The original aero helmet test from 2011 showed that Alexander’s head position has a major influence on his aero resistance and even which helmet saves him the most drag. Effectiveness of various aero helmets is dependent on the rider, and Alexander found that the Advantage 2—Giro’s old model—was better for him than the Lazer Tardiz and Giro’s newer creation, the Selector. With the Advantage 2 in hand, Alexander and Steinmetz returned to the A2 tunnel to compare Specialized’s TT2 helmet and a brand new option, the S-Works + Mclaren TT helmet. This helmet is smaller in profile and less vented than the TT2.

Sitting it one position for 112 miles is impossible, so Alexander tested all three helmets in multiple head positions to get an overall view of the performance he can expect in a race. “The TT2 on Craig actually tested a little bit better than the Advantage 2,” reported Steinmetz. “I could probably have manipulated the Giro, like gotten him into a size small,” but they decided the TT2 would replace the Advantage 2 as the semi-vented aero helmet in his quiver.

Results from the S-Works + Mclaren TT trials complicated things. Extrapolated over the course of an Ironman, this helmet has the potential to save about two minutes. It tested substantially faster than either of the other two, but its ventilation is limited. Specifically, it lacks a cut on the front of the helmet just above the forehead. Alexander has relied on that opening in the past to pour water over his head for the cooling effect during hot races. Like in 2010 when he decided to race a road helmet rather than an aero option, Alexander was once again faced with the choice between the faster helmet and the more vented helmet.

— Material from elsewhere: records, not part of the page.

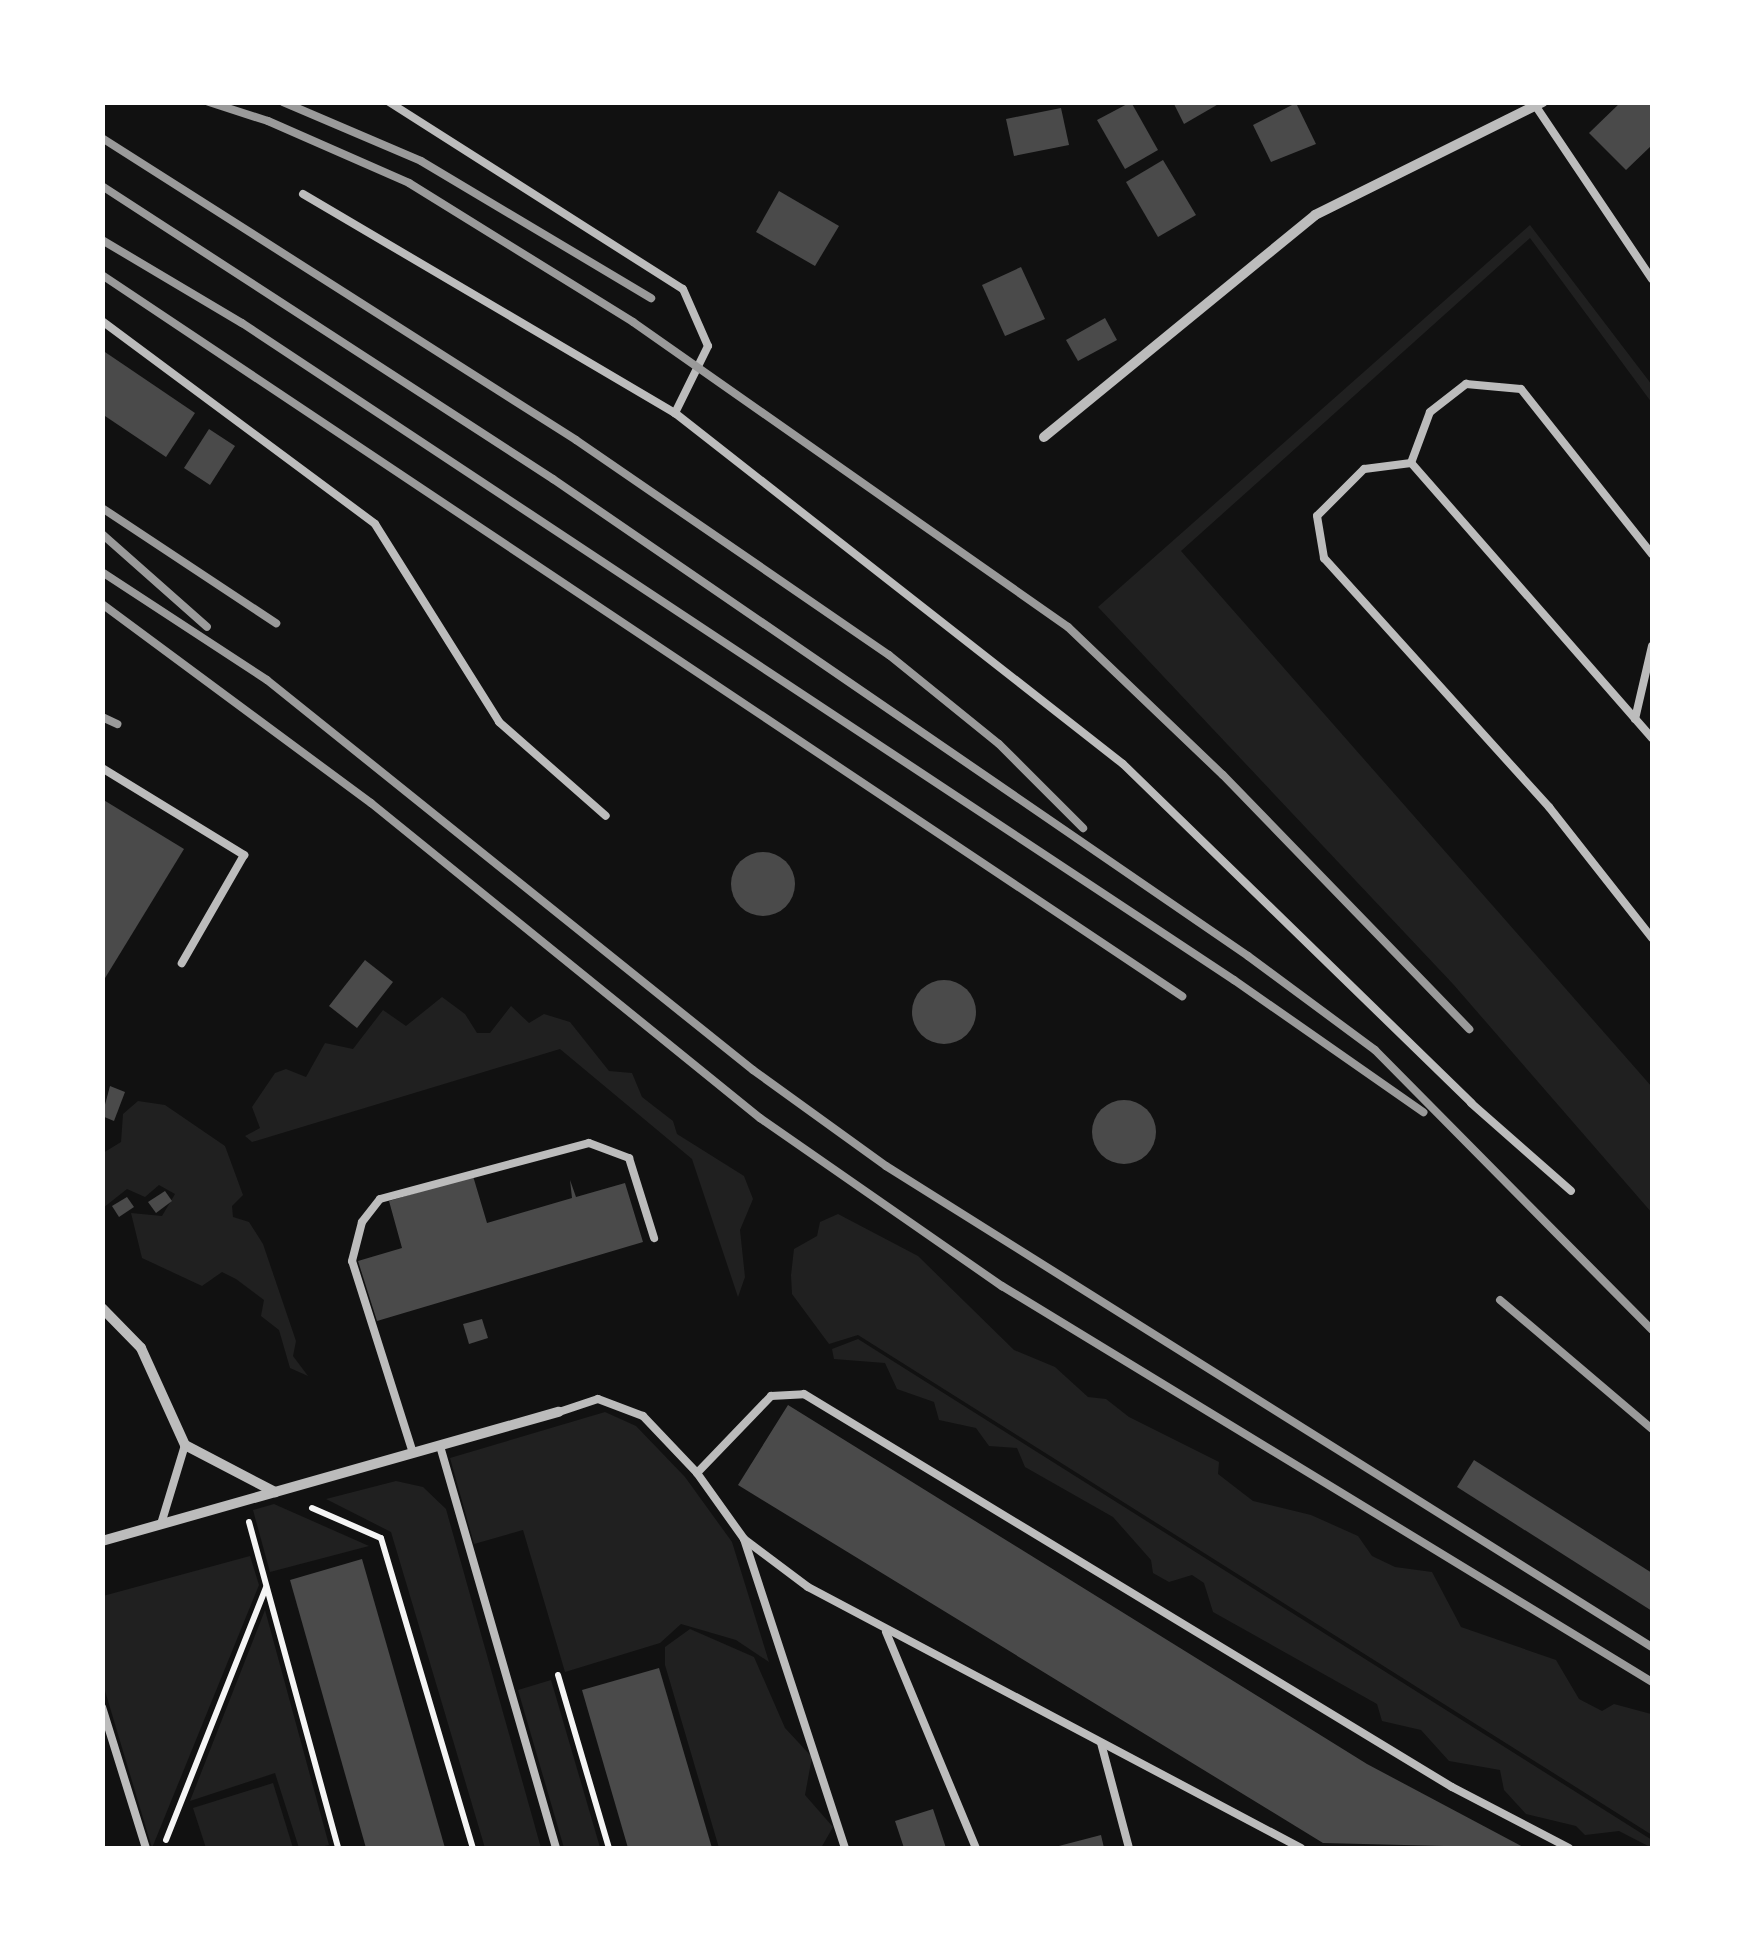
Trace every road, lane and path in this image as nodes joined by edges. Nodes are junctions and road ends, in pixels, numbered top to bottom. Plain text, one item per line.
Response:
1 (389, 102) edge
2 (1540, 105) edge
3 (303, 194) dead end
4 (1652, 279) edge
5 (102, 322) edge
6 (675, 414) junction
7 (1044, 437) dead end
8 (1411, 462) junction
9 (1652, 554) edge
10 (1652, 646) edge
11 (1635, 718) junction
12 (1652, 738) edge
13 (102, 768) edge
14 (606, 816) dead end
15 (1652, 938) edge
16 (182, 963) dead end
17 (1570, 1191) dead end
18 (654, 1238) dead end
19 (102, 1308) edge
20 (560, 1412) joint
21 (186, 1446) junction
22 (440, 1446) junction
23 (413, 1453) junction
24 (697, 1473) junction
25 (276, 1492) junction
26 (243, 1501) junction
27 (161, 1524) junction
28 (744, 1539) junction
29 (102, 1540) edge
30 (267, 1586) junction
31 (886, 1632) junction
32 (558, 1676) dead end
33 (102, 1707) edge
34 (1100, 1743) junction
35 (146, 1848) edge
36 (163, 1848) edge
37 (338, 1848) edge
38 (473, 1848) edge
39 (556, 1848) edge
40 (609, 1848) edge
41 (844, 1848) edge
42 (976, 1848) edge
43 (1129, 1848) edge
44 (1301, 1848) edge
45 (1569, 1848) edge

1 - 6 lane
2 - 4 lane
2 - 7 street
3 - 6 lane
5 - 14 lane
6 - 17 lane
8 - 9 lane
8 - 11 lane
8 - 15 lane
10 - 11 lane
11 - 12 lane
13 - 16 lane
18 - 23 lane
19 - 21 street
20 - 22 street
20 - 24 lane
21 - 25 street
21 - 27 lane
22 - 23 street
22 - 39 lane
23 - 25 street
24 - 28 lane
24 - 45 lane
25 - 26 street
25 - 38 path
26 - 27 street
26 - 30 path
27 - 29 street
28 - 31 lane
28 - 41 lane
30 - 36 path
30 - 37 path
31 - 34 lane
31 - 42 lane
32 - 40 path
33 - 35 lane
34 - 43 lane
34 - 44 lane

Steinmetz looked for the answer to this conundrum in the research literature and through personal connections with scientists. He found, “a lot of times you have a perception of being hotter in the aero helmet but there is a lack of science” showing an increase in core temp. “Research in other fields—military, construction workers and equestrian—showed that participants feel hotter wearing a helmet. The perception is that you always feel hotter with it but it does not increase your body’s core temp. There is newer research on aero versus vented helmets and they’re finding the same thing.” Although the study on cyclists is not yet complete or published, the findings seem to show that helmet selection influences a person’s perception of heat without necessarily raising core temperature. One shortcoming of this information, however, is that the study was not conducted during a eight-plus hour event. They needed more information.

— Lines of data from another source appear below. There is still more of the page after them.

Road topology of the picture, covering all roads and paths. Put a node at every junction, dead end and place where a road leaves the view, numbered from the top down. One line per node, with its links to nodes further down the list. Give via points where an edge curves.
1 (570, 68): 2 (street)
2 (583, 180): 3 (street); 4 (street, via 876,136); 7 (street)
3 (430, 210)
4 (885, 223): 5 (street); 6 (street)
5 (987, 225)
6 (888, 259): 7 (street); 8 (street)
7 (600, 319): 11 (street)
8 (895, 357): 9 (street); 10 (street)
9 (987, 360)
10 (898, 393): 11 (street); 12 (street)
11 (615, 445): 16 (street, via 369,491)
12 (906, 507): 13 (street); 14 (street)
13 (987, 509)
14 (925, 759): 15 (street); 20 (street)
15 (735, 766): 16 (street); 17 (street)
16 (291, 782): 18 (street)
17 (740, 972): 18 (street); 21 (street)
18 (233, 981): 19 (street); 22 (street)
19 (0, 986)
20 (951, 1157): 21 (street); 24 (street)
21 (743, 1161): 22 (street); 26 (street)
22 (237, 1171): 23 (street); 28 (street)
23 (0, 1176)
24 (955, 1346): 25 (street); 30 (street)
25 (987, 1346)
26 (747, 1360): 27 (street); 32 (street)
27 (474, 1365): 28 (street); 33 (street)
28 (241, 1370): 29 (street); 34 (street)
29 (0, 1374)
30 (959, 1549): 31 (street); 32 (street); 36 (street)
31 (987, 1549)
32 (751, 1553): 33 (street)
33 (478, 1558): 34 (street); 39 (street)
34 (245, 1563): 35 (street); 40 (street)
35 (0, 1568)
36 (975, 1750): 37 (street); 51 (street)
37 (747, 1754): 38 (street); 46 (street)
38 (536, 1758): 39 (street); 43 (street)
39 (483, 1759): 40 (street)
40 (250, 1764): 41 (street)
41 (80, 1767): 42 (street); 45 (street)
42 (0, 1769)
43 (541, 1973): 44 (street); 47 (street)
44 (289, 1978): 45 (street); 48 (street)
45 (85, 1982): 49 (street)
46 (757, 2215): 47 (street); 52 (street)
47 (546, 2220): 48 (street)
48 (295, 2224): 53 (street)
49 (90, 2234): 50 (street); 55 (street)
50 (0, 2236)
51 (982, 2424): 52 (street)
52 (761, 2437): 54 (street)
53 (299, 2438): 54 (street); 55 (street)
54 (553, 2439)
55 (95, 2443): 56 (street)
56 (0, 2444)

Alexander headed out for his ride during the heat of the day on Saturday, Oct. 6 wearing the Specialized TT2 while Steinmetz rode along on a scooter carrying the S-Works + Mclaren TT. Alexander was doing a race-intensity workout, and the pair used the opportunity to see if he could perceive a difference in temperature between the two helmets. He wore each for between 40 and 50 minutes, switching periodically instead of wearing one for the first half and the other for the second half since changes in weather and fatigue could influence Alexander’s perceived temperature.

They ran into a problem with their test. “It was not hot,” said Steinmetz. “It wasn’t the kind of info we were looking to find because it wasn’t hot enough. It was very overcast almost the entire day and on the way back in we were even getting sprinkled on.” Although they were not able to get a definitive answer, the Mclaren passed this first test.

“The conclusion was that he couldn’t tell a difference,” said Steinmetz, so they will re-attempt the experiment during another ride to see if hotter temps bother Alexander while wearing the S-Works + Mclaren helmet. If that is the case, they will shelf the slightly superior aerodynamic performer in favor of the cooler option.

“I’d like him to ride the Mclaren because I know it’s faster but I don’t want him to ride it to the detriment of sweat rate, comfort and heat perception because it still weighs on your mind.” said Steinmetz. “He understands that the aero helmet is faster and he can’t give that away, but wearing something like the Mclaren is like going from one extreme (a road helmet) to the other.” Whichever crown the current king of Kona chooses to wear, he will make his selection armed with hard data and his own perceptions.